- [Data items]
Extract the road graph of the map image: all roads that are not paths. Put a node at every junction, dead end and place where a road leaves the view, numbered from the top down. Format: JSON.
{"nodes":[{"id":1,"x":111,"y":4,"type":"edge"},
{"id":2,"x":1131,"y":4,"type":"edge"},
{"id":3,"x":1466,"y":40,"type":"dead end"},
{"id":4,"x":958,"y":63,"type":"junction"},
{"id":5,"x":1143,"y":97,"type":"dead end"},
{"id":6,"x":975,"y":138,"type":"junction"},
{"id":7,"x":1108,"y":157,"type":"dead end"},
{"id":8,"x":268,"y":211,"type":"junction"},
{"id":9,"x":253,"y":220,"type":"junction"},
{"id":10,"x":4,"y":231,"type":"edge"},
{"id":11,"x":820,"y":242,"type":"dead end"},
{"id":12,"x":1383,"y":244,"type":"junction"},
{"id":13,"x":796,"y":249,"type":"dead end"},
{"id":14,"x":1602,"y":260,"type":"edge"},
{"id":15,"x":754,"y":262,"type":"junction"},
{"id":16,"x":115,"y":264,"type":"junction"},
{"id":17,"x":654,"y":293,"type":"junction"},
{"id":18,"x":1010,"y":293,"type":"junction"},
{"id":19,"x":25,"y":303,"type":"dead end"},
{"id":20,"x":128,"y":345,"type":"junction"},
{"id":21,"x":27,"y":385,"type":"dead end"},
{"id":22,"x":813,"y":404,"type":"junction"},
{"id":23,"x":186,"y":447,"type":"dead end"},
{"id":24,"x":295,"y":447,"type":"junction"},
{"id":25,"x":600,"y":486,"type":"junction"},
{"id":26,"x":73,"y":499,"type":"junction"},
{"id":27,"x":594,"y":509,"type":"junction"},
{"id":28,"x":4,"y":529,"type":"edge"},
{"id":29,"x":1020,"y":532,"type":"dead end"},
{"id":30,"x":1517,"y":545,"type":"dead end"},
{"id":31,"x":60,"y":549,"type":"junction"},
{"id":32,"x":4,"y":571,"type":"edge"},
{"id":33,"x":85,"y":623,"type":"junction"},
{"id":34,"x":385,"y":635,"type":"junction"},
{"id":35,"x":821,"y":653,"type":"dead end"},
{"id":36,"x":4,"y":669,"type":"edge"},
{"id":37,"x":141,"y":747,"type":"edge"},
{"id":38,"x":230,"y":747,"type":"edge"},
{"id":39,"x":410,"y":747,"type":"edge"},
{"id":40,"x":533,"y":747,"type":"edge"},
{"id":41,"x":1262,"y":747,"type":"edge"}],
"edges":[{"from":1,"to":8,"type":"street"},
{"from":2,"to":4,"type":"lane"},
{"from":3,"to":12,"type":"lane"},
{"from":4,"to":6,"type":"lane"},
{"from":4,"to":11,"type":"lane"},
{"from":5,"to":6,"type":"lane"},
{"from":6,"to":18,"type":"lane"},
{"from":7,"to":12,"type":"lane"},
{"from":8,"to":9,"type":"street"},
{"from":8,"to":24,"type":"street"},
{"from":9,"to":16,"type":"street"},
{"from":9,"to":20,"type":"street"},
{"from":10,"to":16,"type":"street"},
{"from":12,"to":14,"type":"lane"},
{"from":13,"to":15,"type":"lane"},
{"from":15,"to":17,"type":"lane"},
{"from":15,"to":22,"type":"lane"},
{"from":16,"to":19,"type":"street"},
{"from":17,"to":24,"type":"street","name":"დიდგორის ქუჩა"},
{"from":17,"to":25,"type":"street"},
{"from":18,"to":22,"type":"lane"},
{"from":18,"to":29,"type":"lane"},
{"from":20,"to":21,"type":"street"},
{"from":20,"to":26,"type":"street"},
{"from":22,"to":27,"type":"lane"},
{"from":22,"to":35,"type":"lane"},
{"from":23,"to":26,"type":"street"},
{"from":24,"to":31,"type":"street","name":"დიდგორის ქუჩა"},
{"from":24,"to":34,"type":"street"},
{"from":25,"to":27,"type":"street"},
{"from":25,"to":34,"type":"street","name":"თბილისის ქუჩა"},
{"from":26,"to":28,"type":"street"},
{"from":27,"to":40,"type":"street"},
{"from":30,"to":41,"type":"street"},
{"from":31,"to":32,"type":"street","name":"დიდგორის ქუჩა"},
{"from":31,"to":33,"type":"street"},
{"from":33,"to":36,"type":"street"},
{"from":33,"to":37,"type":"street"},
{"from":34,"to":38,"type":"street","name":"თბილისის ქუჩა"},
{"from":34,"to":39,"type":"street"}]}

- [What to do] Without omitting anything, set down all the entries above again.

- [Finished exercise]
Extract the road graph of the map image: all roads that are not paths. Put a node at every junction, dead end and place where a road leaves the view, numbered from the top down. Format: JSON.
{"nodes":[{"id":1,"x":111,"y":4,"type":"edge"},
{"id":2,"x":1131,"y":4,"type":"edge"},
{"id":3,"x":1466,"y":40,"type":"dead end"},
{"id":4,"x":958,"y":63,"type":"junction"},
{"id":5,"x":1143,"y":97,"type":"dead end"},
{"id":6,"x":975,"y":138,"type":"junction"},
{"id":7,"x":1108,"y":157,"type":"dead end"},
{"id":8,"x":268,"y":211,"type":"junction"},
{"id":9,"x":253,"y":220,"type":"junction"},
{"id":10,"x":4,"y":231,"type":"edge"},
{"id":11,"x":820,"y":242,"type":"dead end"},
{"id":12,"x":1383,"y":244,"type":"junction"},
{"id":13,"x":796,"y":249,"type":"dead end"},
{"id":14,"x":1602,"y":260,"type":"edge"},
{"id":15,"x":754,"y":262,"type":"junction"},
{"id":16,"x":115,"y":264,"type":"junction"},
{"id":17,"x":654,"y":293,"type":"junction"},
{"id":18,"x":1010,"y":293,"type":"junction"},
{"id":19,"x":25,"y":303,"type":"dead end"},
{"id":20,"x":128,"y":345,"type":"junction"},
{"id":21,"x":27,"y":385,"type":"dead end"},
{"id":22,"x":813,"y":404,"type":"junction"},
{"id":23,"x":186,"y":447,"type":"dead end"},
{"id":24,"x":295,"y":447,"type":"junction"},
{"id":25,"x":600,"y":486,"type":"junction"},
{"id":26,"x":73,"y":499,"type":"junction"},
{"id":27,"x":594,"y":509,"type":"junction"},
{"id":28,"x":4,"y":529,"type":"edge"},
{"id":29,"x":1020,"y":532,"type":"dead end"},
{"id":30,"x":1517,"y":545,"type":"dead end"},
{"id":31,"x":60,"y":549,"type":"junction"},
{"id":32,"x":4,"y":571,"type":"edge"},
{"id":33,"x":85,"y":623,"type":"junction"},
{"id":34,"x":385,"y":635,"type":"junction"},
{"id":35,"x":821,"y":653,"type":"dead end"},
{"id":36,"x":4,"y":669,"type":"edge"},
{"id":37,"x":141,"y":747,"type":"edge"},
{"id":38,"x":230,"y":747,"type":"edge"},
{"id":39,"x":410,"y":747,"type":"edge"},
{"id":40,"x":533,"y":747,"type":"edge"},
{"id":41,"x":1262,"y":747,"type":"edge"}],
"edges":[{"from":1,"to":8,"type":"street"},
{"from":2,"to":4,"type":"lane"},
{"from":3,"to":12,"type":"lane"},
{"from":4,"to":6,"type":"lane"},
{"from":4,"to":11,"type":"lane"},
{"from":5,"to":6,"type":"lane"},
{"from":6,"to":18,"type":"lane"},
{"from":7,"to":12,"type":"lane"},
{"from":8,"to":9,"type":"street"},
{"from":8,"to":24,"type":"street"},
{"from":9,"to":16,"type":"street"},
{"from":9,"to":20,"type":"street"},
{"from":10,"to":16,"type":"street"},
{"from":12,"to":14,"type":"lane"},
{"from":13,"to":15,"type":"lane"},
{"from":15,"to":17,"type":"lane"},
{"from":15,"to":22,"type":"lane"},
{"from":16,"to":19,"type":"street"},
{"from":17,"to":24,"type":"street","name":"დიდგორის ქუჩა"},
{"from":17,"to":25,"type":"street"},
{"from":18,"to":22,"type":"lane"},
{"from":18,"to":29,"type":"lane"},
{"from":20,"to":21,"type":"street"},
{"from":20,"to":26,"type":"street"},
{"from":22,"to":27,"type":"lane"},
{"from":22,"to":35,"type":"lane"},
{"from":23,"to":26,"type":"street"},
{"from":24,"to":31,"type":"street","name":"დიდგორის ქუჩა"},
{"from":24,"to":34,"type":"street"},
{"from":25,"to":27,"type":"street"},
{"from":25,"to":34,"type":"street","name":"თბილისის ქუჩა"},
{"from":26,"to":28,"type":"street"},
{"from":27,"to":40,"type":"street"},
{"from":30,"to":41,"type":"street"},
{"from":31,"to":32,"type":"street","name":"დიდგორის ქუჩა"},
{"from":31,"to":33,"type":"street"},
{"from":33,"to":36,"type":"street"},
{"from":33,"to":37,"type":"street"},
{"from":34,"to":38,"type":"street","name":"თბილისის ქუჩა"},
{"from":34,"to":39,"type":"street"}]}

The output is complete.